▶ **Data for the task**
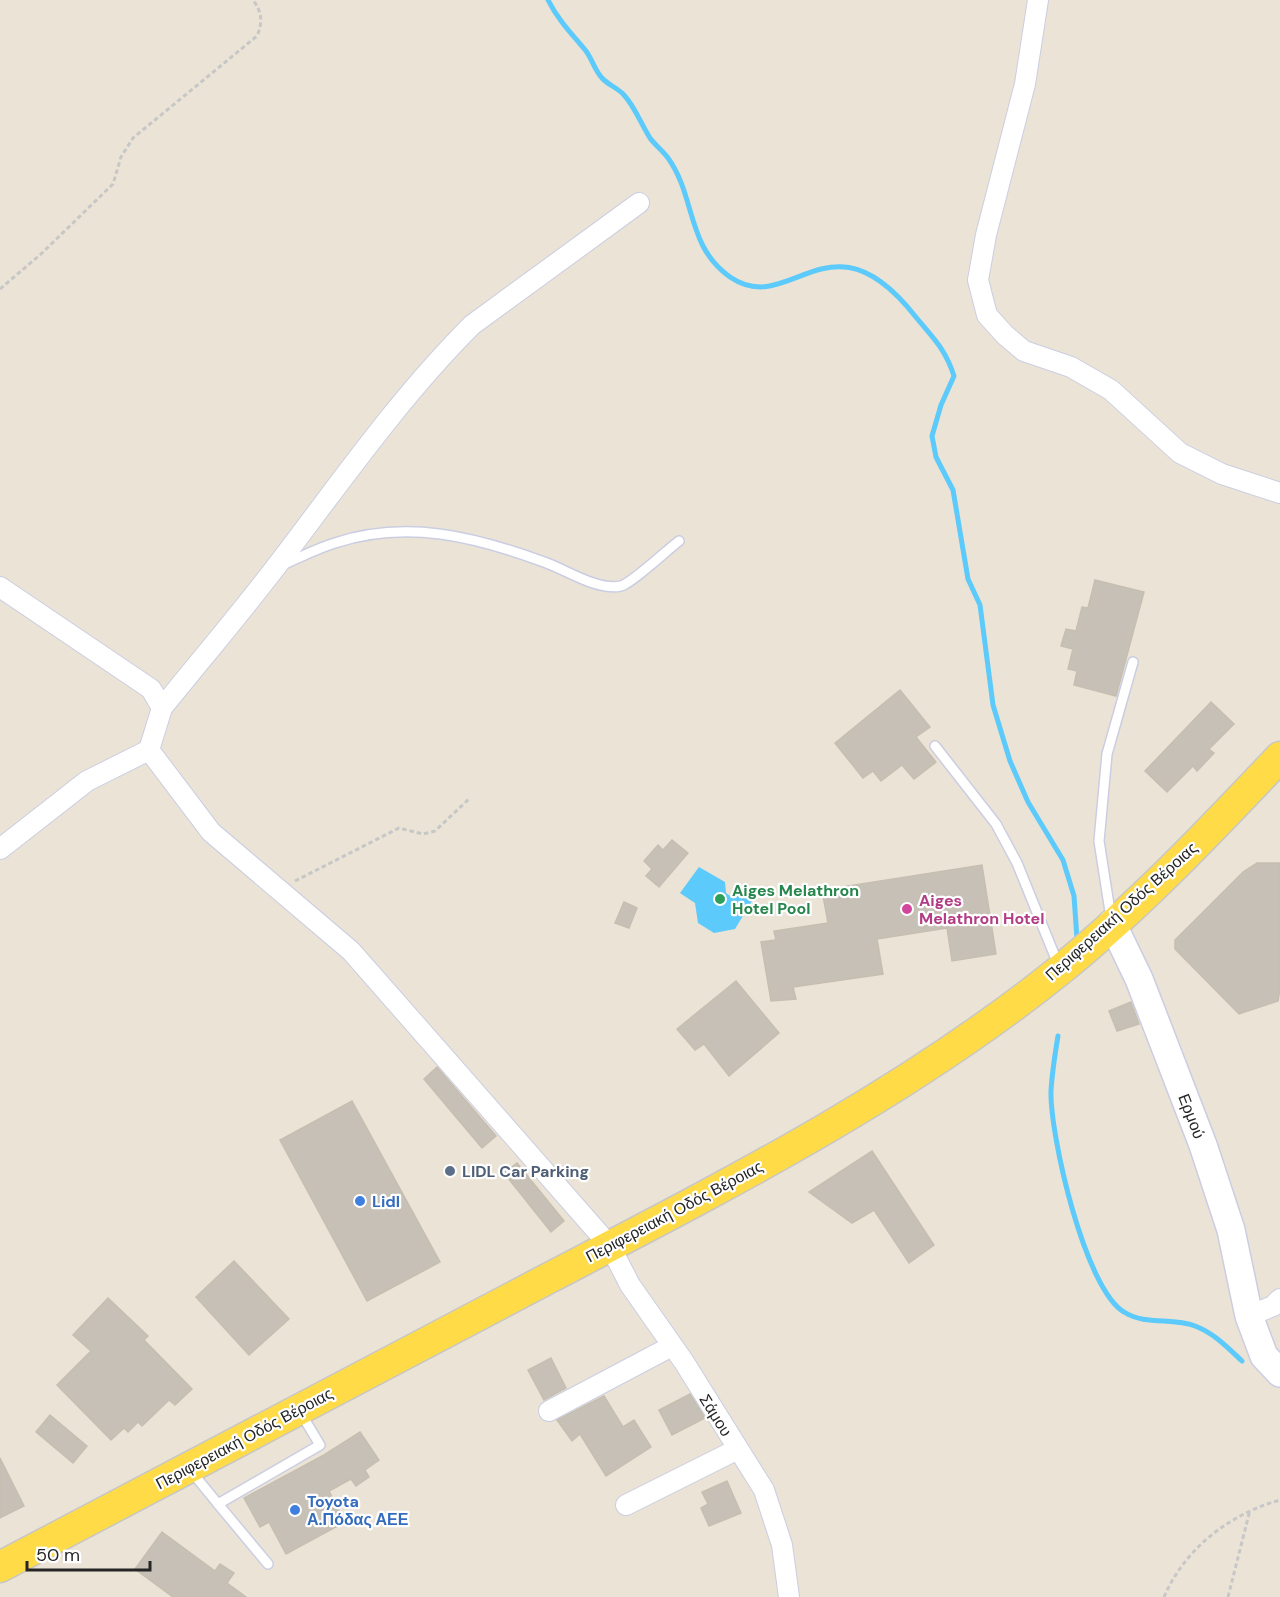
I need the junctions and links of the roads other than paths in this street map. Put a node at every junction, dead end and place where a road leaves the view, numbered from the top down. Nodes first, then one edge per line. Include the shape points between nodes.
1 (1038, 0) edge
2 (639, 203) dead end
3 (1280, 493) edge
4 (678, 541) dead end
5 (274, 568) junction
6 (0, 586) edge
7 (1133, 662) dead end
8 (162, 708) junction
9 (935, 746) dead end
10 (149, 750) junction
11 (1280, 757) edge
12 (0, 849) edge
13 (1112, 923) junction
14 (1060, 969) junction
15 (610, 1246) junction
16 (1280, 1299) edge
17 (1250, 1316) junction
18 (672, 1346) junction
19 (1280, 1373) edge
20 (299, 1410) junction
21 (549, 1412) dead end
22 (738, 1449) junction
23 (189, 1468) junction
24 (218, 1504) junction
25 (626, 1505) dead end
26 (268, 1564) dead end
27 (0, 1567) edge
28 (789, 1597) edge

1 - 3 street via 1025,84 978,280 987,315 1024,351 1071,367 1111,390 1180,453 1222,474
2 - 5 street via 472,325 369,443
4 - 5 lane via 624,585 607,587 458,535 419,530 380,532 335,542
5 - 8 street
6 - 8 street via 151,689
7 - 13 lane via 1107,754 1099,841
8 - 10 street
9 - 14 lane via 996,824 1017,863
10 - 12 street via 87,781
10 - 15 street, Σάμου via 211,832 351,951
11 - 13 main road, Περιφερειακή Οδός Βέροιας
13 - 14 main road, Περιφερειακή Οδός Βέροιας
13 - 17 street, Ερμού via 1139,979 1203,1145 1231,1230
14 - 15 main road, Περιφερειακή Οδός Βέροιας via 957,1046 898,1084 713,1193
15 - 18 street, Σάμου via 630,1285
15 - 20 main road, Περιφερειακή Οδός Βέροιας
16 - 17 street
17 - 19 street, Ερμού via 1264,1356
18 - 21 street
18 - 22 street, Σάμου
20 - 23 main road, Περιφερειακή Οδός Βέροιας
20 - 24 lane via 320,1445
22 - 25 street
22 - 28 street, Σάμου via 764,1490 782,1545
23 - 24 lane
23 - 27 main road, Περιφερειακή Οδός Βέροιας
24 - 26 lane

▶ **Problem details**
Task for the records above: copy every line in which the word "edge" occurs.

▶ **Response area**
I need the junctions and links of the roads other than paths in this street map. Put a node at every junction, dead end and place where a road leaves the view, numbered from the top down. Nodes first, then one edge per line. Include the shape points between nodes.
1 (1038, 0) edge
3 (1280, 493) edge
6 (0, 586) edge
11 (1280, 757) edge
12 (0, 849) edge
16 (1280, 1299) edge
19 (1280, 1373) edge
27 (0, 1567) edge
28 (789, 1597) edge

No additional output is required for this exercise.